The easiest way to construct and use graphs in Python.
Graphs are used in many software implementations, varying from file systems to web analysis tools, game engines to parsers and routers to state machines (not all implementation call them graphs, but they are). Graphs and especially double-linked graphs (with relations going for- and backwards) are easy to get wrong. After having written a number of tree and other graph libraries, usually as mixin classes, I found a different solution that has a number of advantages. Is consists of only 2 classes: One
and Many
and only a few optional parameters. With these classes you can create many types of graph, which in turn opens the way to a number of (included) algorithms associated with graphs and graph traversal.
Alternatives that I could find on GitHub or PYPI did not meet my requirements, either being inflexible/more coupled (e.g. requiring inheritance), or missing easy-to-find documentation.
Anygraph can be used to build trees, directed and non-directed graphs, cyclic and non-cyclic graphs. It also supports mixing many-to-many, many-to-one and one-to-one relationships. It makes graph construction trivial and includes methods/algorithms for:
- Depth and breadth-first iteration,
- Building a graph from any relationship between objects, of the same or different classes,
- Dijkstra and A* shortest path algorithms,
- Applying a function to each connected node in the graph, possibly altering the graph,
- Traversing the graph with a key-function to select the next node,
- Checking for cycles or if a node is reachable from another node,
- Gathering all nodes or all nodes passing a filter in the graph, from forward and backward relationships,
- Finding the endpoints of the graph, where progression is no longer possible.
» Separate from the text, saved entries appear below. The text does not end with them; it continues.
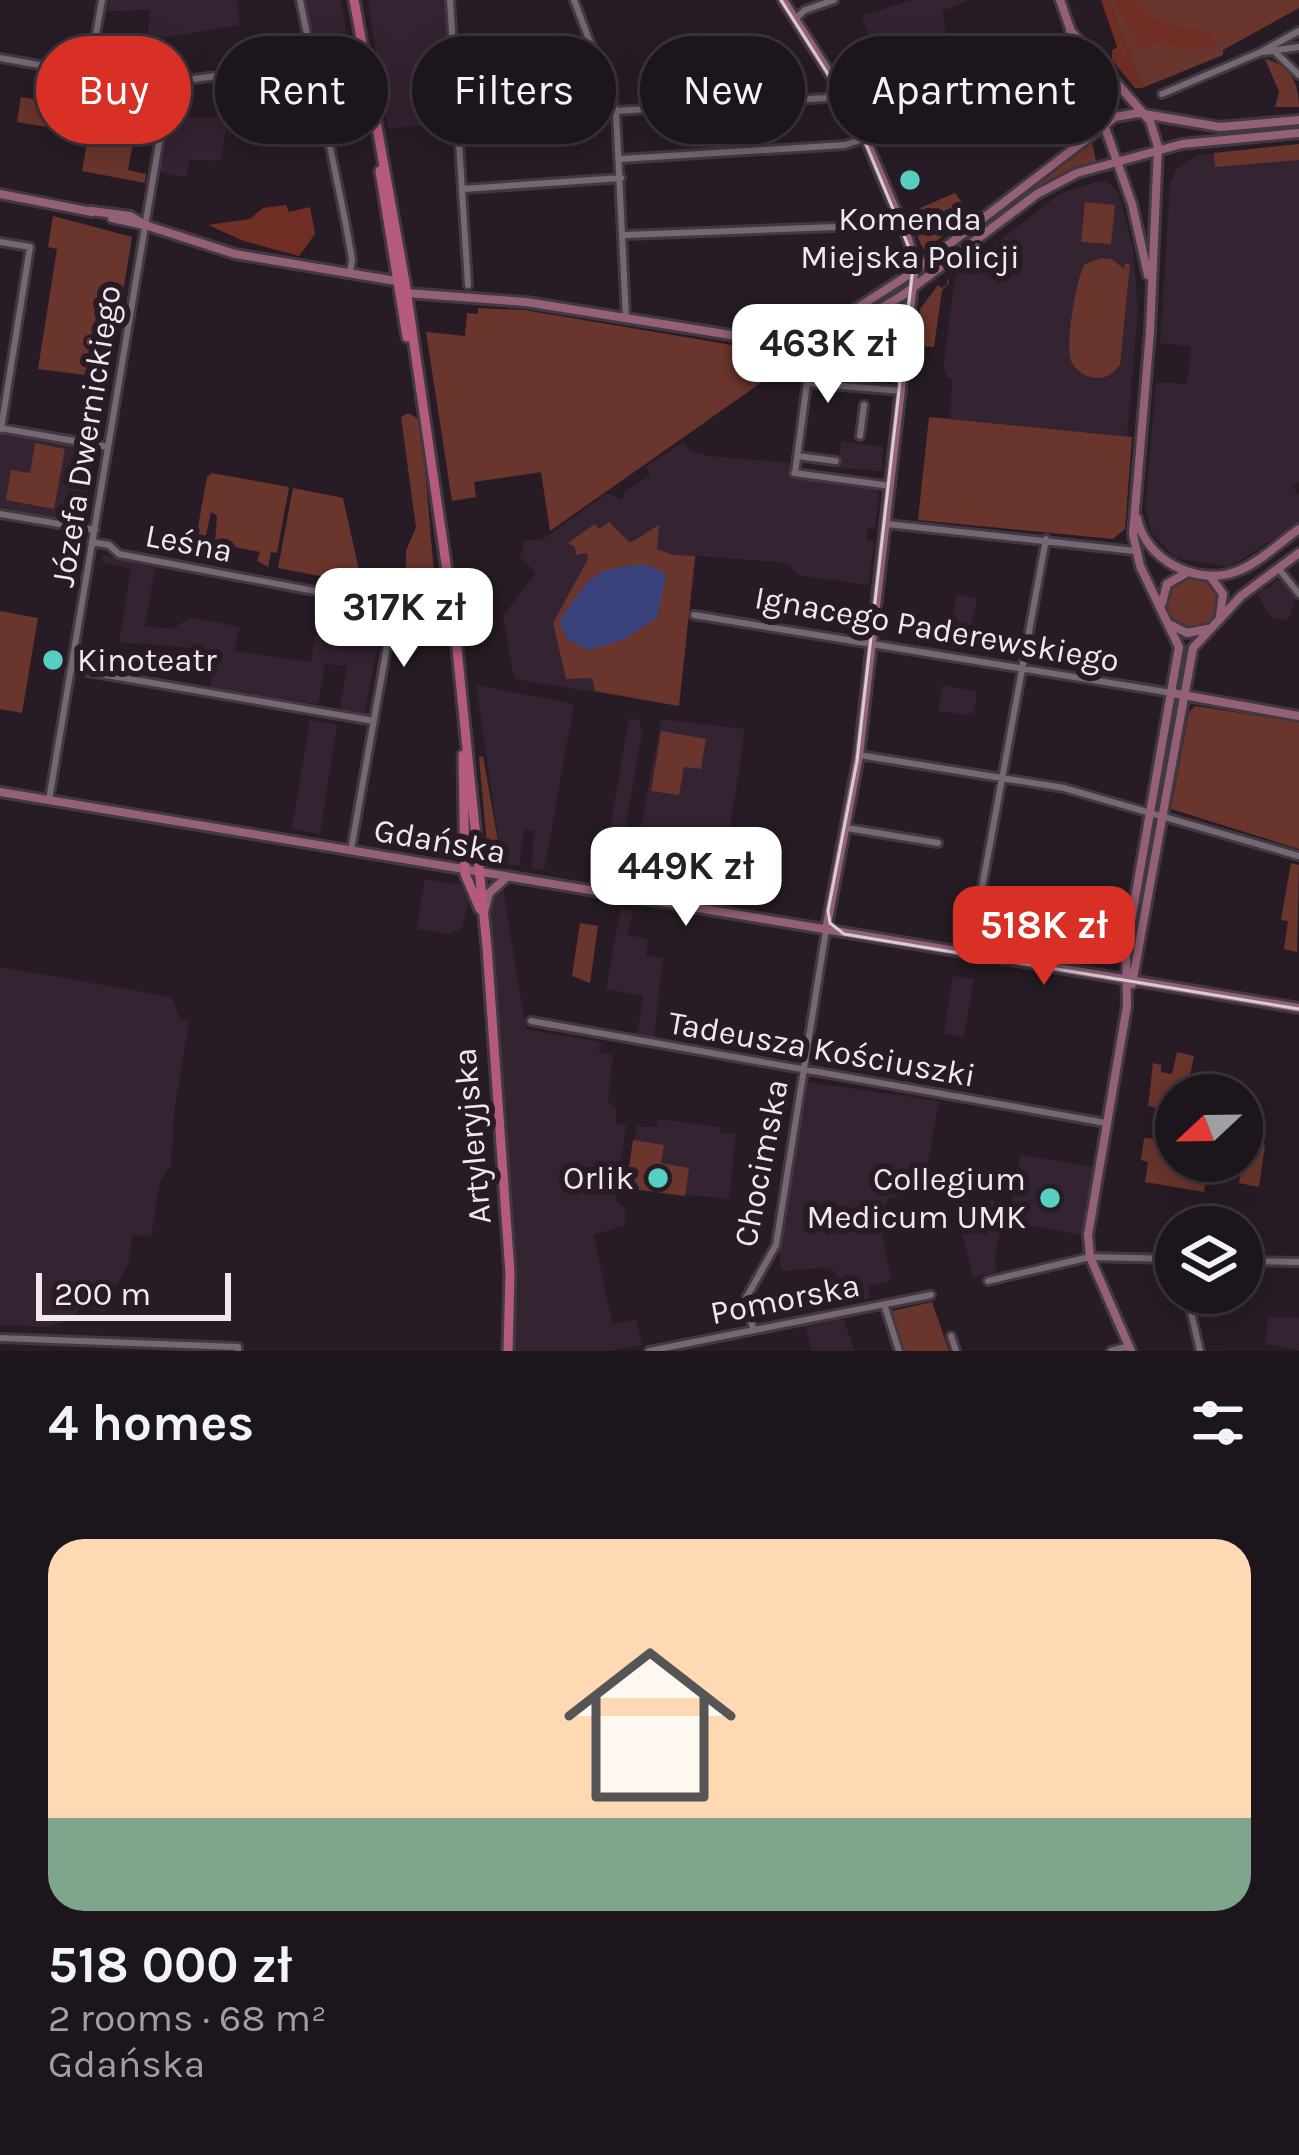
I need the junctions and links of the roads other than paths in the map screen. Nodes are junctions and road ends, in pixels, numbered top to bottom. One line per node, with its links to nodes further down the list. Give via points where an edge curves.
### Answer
1 (102, 0): 12 (street)
2 (299, 0): 13 (street)
3 (354, 0): 51 (main road)
4 (450, 0): 42 (street)
5 (574, 0): 14 (street)
6 (783, 0): 9 (street)
7 (834, 0): 9 (street)
8 (1060, 0): 10 (street)
9 (795, 19): 23 (street)
10 (1070, 30): 15 (street); 28 (street)
11 (1299, 31): 16 (street)
12 (96, 36)
13 (307, 36)
14 (588, 36)
15 (1072, 36)
16 (1289, 38): 17 (street); 18 (street)
17 (1295, 49): 19 (street); 22 (street)
18 (1261, 52): 19 (street); 25 (street)
19 (1275, 52): 22 (street)
20 (0, 58): 21 (street)
21 (36, 64)
22 (1293, 65): 24 (street)
23 (829, 72)
24 (1299, 75)
25 (1162, 94)
26 (829, 96): 27 (street)
27 (616, 111): 39 (street)
28 (1144, 114): 29 (street); 30 (street, via 1220,127); 38 (street)
29 (1118, 116)
30 (1299, 120)
31 (1299, 133): 38 (street)
32 (159, 144): 44 (street, Józefa Dwernickiego)
33 (329, 144): 49 (street)
34 (848, 144): 39 (street)
35 (868, 144): 48 (street)
36 (1077, 144): 48 (street)
37 (1110, 144): 40 (street)
38 (1158, 151): 40 (street); 53 (street)
39 (620, 159): 41 (street)
40 (1116, 162): 52 (street, via 1037,194); 53 (street)
41 (621, 178): 42 (street); 46 (street)
42 (463, 189): 50 (street)
43 (0, 194): 44 (street)
44 (145, 225): 49 (street, via 235,254); 66 (street, Józefa Dwernickiego)
45 (889, 225): 46 (street)
46 (625, 235): 55 (street)
47 (0, 242): 64 (street, via 30,248)
48 (915, 271): 52 (street); 57 (street, via 848,314)
49 (349, 276): 51 (street)
50 (468, 285)
51 (401, 287): 55 (street); 91 (main road, via 440,504)
52 (914, 287): 54 (street); 56 (street)
53 (1152, 294): 70 (street)
54 (878, 310): 56 (street, via 900,315); 57 (street)
55 (626, 318): 57 (street, via 778,340)
56 (910, 329): 62 (street)
57 (839, 330)
58 (837, 356): 59 (street)
59 (817, 366): 60 (street); 61 (street)
60 (834, 372)
61 (807, 383): 62 (street); 67 (street)
62 (902, 391): 69 (street)
63 (864, 405): 65 (street)
64 (0, 429): 66 (street)
65 (860, 436)
66 (108, 447): 73 (street, Józefa Dwernickiego)
67 (797, 456): 68 (street); 69 (street, via 793,473)
68 (836, 461)
69 (891, 486): 72 (street)
70 (1136, 506): 77 (street); 80 (street, via 1155,553)
71 (0, 514): 73 (street)
72 (887, 524): 75 (street); 86 (street)
73 (94, 530): 76 (street, Józefa Dwernickiego)
74 (1299, 530): 80 (street, via 1238,571)
75 (1046, 539): 77 (street); 87 (street)
76 (92, 542): 88 (street, Józefa Dwernickiego); 93 (street, Leśna, via 393,612)
77 (1135, 551): 82 (street)
78 (1299, 553): 79 (street)
79 (1279, 568): 81 (street); 84 (street)
80 (1199, 572): 82 (street, via 1167,584); 84 (street, via 1223,594)
81 (1299, 594)
82 (1162, 609): 85 (street)
83 (694, 615): 86 (street, Ignacego Paderewskiego)
84 (1215, 623): 85 (street, via 1193,633); 90 (street, via 1195,645)
85 (1170, 624): 89 (street, via 1179,646)
86 (873, 643): 87 (street, Ignacego Paderewskiego); 94 (street)
87 (1021, 667): 89 (street, Ignacego Paderewskiego); 95 (street)
88 (71, 669): 93 (street); 97 (street, Józefa Dwernickiego)
89 (1172, 693): 90 (street); 98 (street)
90 (1185, 696): 92 (street); 99 (street)
91 (463, 708): 103 (main road); 107 (main road, Artyleryjska)
92 (1299, 716)
93 (374, 721): 102 (street, Leśna)
94 (860, 755): 95 (street); 100 (street)
95 (1002, 777): 98 (street); 111 (street)
96 (0, 792): 97 (street, Gdańska)
97 (49, 800): 102 (street, Gdańska)
98 (1150, 811): 99 (street); 112 (street, via 1126,950)
99 (1164, 814): 104 (street); 112 (street)
100 (847, 828): 101 (street); 110 (street)
101 (938, 842)
102 (351, 850): 105 (street, Gdańska)
103 (465, 851): 105 (street); 106 (main road)
104 (1299, 856)
105 (440, 865): 106 (street, Gdańska)
106 (465, 871): 107 (street, Gdańska); 109 (main road, Artyleryjska)
107 (478, 873): 108 (street, Gdańska); 109 (main road, Artyleryjska)
108 (507, 877): 109 (street, via 489,893); 110 (street, Gdańska)
109 (484, 916): 130 (main road, Artyleryjska, via 510,1273)
110 (826, 930): 111 (street, Gdańska); 115 (street, Chocimska)
111 (970, 953): 112 (street, Gdańska)
112 (1129, 983): 113 (street, Gdańska); 116 (street)
113 (1299, 1008)
114 (531, 1021): 115 (street, Tadeusza Kościuszki)
115 (803, 1070): 116 (street, Tadeusza Kościuszki); 125 (street, Chocimska, via 776,1245 748,1291)
116 (1106, 1123): 117 (street)
117 (1090, 1257): 118 (street); 121 (street); 128 (street)
118 (1155, 1259)
119 (1263, 1261): 120 (street)
120 (1299, 1262)
121 (988, 1281)
122 (931, 1295): 123 (street, Pomorska)
123 (884, 1304): 125 (street, Pomorska); 132 (street)
124 (1191, 1314): 135 (street)
125 (753, 1329): 131 (street, Pomorska)
126 (951, 1336): 133 (street)
127 (0, 1338): 129 (street)
128 (1130, 1348): 134 (street)
129 (238, 1349)
130 (508, 1351)
131 (649, 1351)
132 (899, 1351)
133 (956, 1351)
134 (1112, 1351)
135 (1200, 1351)

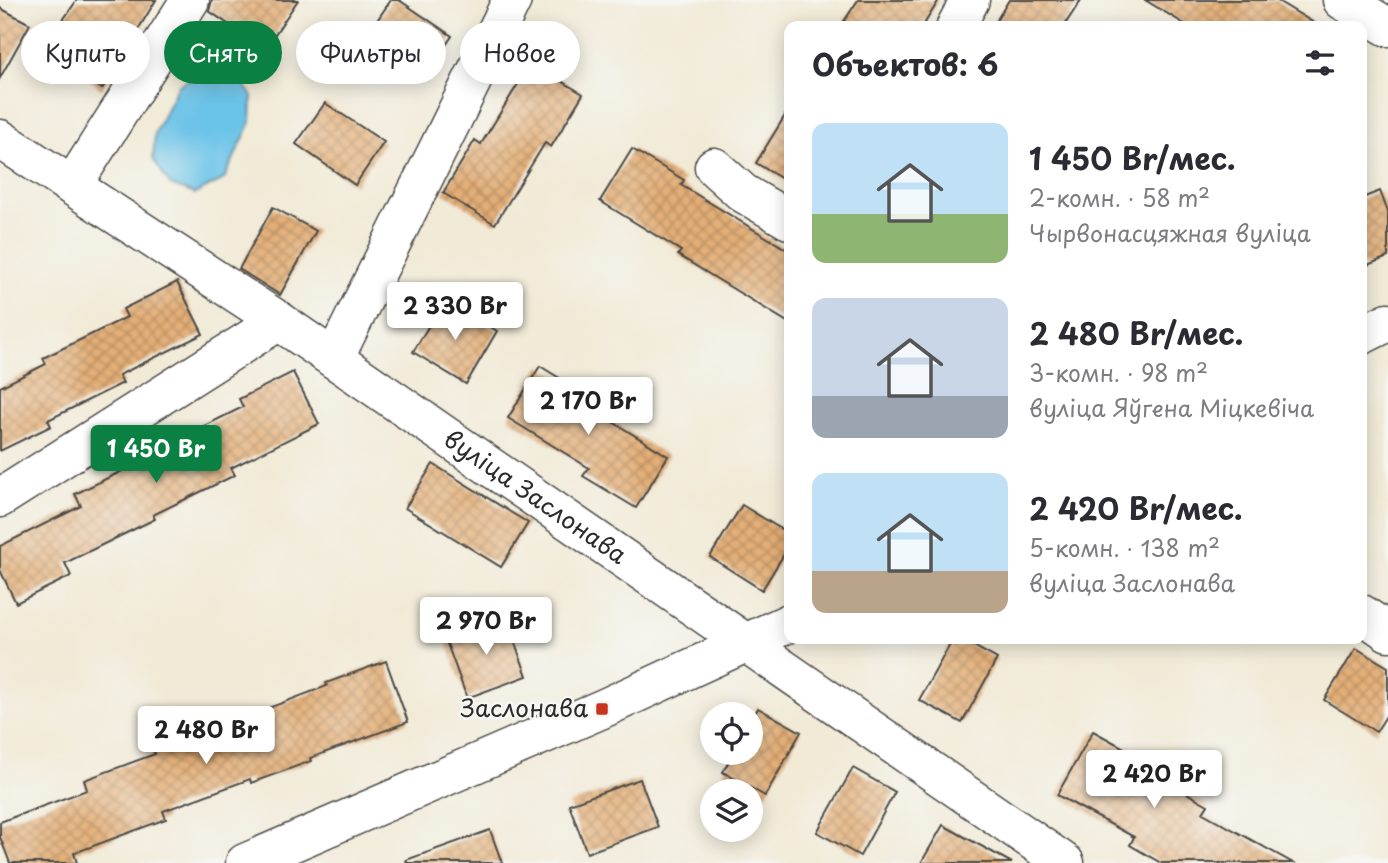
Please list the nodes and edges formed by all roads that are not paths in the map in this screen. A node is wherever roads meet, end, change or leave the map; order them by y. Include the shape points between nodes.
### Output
1 (190, 0) edge
2 (512, 0) edge
3 (971, 0) edge
4 (1342, 0) edge
5 (959, 21) edge
6 (1388, 27) edge
7 (0, 139) edge
8 (714, 167) dead end
9 (72, 187) junction
10 (784, 217) edge
11 (279, 321) junction
12 (1388, 322) edge
13 (1367, 332) edge
14 (334, 359) junction
15 (0, 498) edge
16 (1367, 617) edge
17 (784, 626) edge
18 (1388, 632) edge
19 (747, 644) junction
20 (248, 862) edge
21 (1065, 863) edge

1 - 9 street
2 - 14 street
3 - 5 street
4 - 6 street
7 - 9 street, вуліца Заслонава
8 - 10 street via 743,193
9 - 11 street, вуліца Заслонава
11 - 14 street, вуліца Заслонава
11 - 15 street
12 - 13 street
14 - 19 street, вуліца Заслонава
16 - 18 street
17 - 19 street
19 - 20 street
19 - 21 street, вуліца Заслонава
There are many more known algorithms related to graphs. If you miss the algorithm in this library, please let me know, or create it yourself on the top of the basic graph structure in this repo and make a pull-request.
No inheritance is needed, a graph structure can simply be added to a class by setting one or two class attributes on your (possibly existing) class.
Anygraph can be installed using pip:
> pip install anygraph
Anygraph has no dependencies (apart from graphviz if you want to draw a graph). It runs on Python 3.6 and higher.
Unit tests can be found in anygraph/unittests
Anygraph uses two classes: One
and Many
. Single linked graphs enable a number of algorithms (as long as you follow the graph only in one direction) and can be defined as follows:
from anygraph import One, Many
class SomeLink(object): # a directed chain
next_link = One()
class SomeNode(object): # a directed graph
next_nodes = Many()
More powerful is the ability to create double linked graphs. In that case One
and Many
need to be initialized with the name of the reverse relationship:
class Person(object): # a non-directed graph
friends = Many('friends')
class Node(object): # a double-linked directed graph
nexts = Many('prevs')
prevs = Many('nexts')
class TreeNode(object): # a double-linked tree graph
parent = One('children')
children = Many('parent')
class Link(object): # or a double-linked chain of objects
next = One('prev')
prev = One('next')
This also means that you can easily add a graph structure to existing objects, just by adding a class attribute. Note that any names can be used, names like 'parent' are used for clarity.
The next step is to actually construct a graph; linking the nodes together. Let's take the tree graph as an example, since it uses both One
and Many
, double-linked:
nodes = [TreeNode() for _ in range(4)]
# lets give nodes[0] some children
nodes[0].children = [nodes[1], nodes[2]] # or nodes[0].update([nodes[1], nodes[2]])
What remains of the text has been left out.